▶ [EXERCISE REQUIREMENTS]: Across all the records, filter for lines with the word "旧東海道" and copy them.

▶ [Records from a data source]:
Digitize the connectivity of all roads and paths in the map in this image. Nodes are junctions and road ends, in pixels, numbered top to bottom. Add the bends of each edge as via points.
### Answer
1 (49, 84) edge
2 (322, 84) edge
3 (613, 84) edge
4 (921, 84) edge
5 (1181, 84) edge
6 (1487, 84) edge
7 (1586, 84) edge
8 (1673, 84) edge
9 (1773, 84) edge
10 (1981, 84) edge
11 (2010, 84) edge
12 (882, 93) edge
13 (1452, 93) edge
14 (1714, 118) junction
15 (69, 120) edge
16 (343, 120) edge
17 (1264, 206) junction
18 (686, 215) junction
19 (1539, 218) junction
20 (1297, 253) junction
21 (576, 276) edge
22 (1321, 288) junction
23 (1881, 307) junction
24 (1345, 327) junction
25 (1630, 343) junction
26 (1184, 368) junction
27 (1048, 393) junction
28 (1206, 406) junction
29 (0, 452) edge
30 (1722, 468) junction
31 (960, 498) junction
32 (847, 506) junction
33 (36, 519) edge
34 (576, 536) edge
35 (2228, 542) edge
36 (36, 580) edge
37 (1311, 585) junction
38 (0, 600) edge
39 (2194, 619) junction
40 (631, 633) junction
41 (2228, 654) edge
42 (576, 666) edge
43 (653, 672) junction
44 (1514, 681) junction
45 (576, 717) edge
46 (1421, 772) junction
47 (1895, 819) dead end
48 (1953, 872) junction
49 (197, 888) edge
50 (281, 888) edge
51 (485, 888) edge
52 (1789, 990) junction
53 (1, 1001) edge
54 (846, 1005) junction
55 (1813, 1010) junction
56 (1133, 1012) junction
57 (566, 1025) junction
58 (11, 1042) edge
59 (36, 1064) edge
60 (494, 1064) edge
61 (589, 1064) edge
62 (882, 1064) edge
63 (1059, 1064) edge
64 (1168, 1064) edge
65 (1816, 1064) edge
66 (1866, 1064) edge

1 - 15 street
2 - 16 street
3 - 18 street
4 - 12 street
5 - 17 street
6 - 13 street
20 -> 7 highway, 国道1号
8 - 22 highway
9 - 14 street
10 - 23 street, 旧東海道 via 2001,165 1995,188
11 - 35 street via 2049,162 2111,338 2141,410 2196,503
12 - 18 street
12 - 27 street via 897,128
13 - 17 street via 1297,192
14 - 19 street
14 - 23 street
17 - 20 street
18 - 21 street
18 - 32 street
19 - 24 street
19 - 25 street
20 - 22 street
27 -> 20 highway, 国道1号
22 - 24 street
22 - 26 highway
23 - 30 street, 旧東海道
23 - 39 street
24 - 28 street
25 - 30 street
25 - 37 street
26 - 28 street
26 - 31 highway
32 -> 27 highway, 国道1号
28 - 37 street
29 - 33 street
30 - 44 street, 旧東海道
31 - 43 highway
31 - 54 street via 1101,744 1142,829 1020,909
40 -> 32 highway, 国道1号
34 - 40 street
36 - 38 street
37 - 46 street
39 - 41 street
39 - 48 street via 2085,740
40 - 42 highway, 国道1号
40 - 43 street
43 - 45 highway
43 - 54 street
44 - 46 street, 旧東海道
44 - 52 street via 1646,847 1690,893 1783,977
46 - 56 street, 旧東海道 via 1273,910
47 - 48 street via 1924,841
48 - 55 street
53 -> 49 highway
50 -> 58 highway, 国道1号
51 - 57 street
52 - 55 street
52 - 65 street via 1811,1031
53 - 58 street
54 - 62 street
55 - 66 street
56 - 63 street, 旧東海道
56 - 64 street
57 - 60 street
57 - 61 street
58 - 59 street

▶ [EXERCISE RESULT]:
10 - 23 street, 旧東海道 via 2001,165 1995,188
23 - 30 street, 旧東海道
30 - 44 street, 旧東海道
44 - 46 street, 旧東海道
46 - 56 street, 旧東海道 via 1273,910
56 - 63 street, 旧東海道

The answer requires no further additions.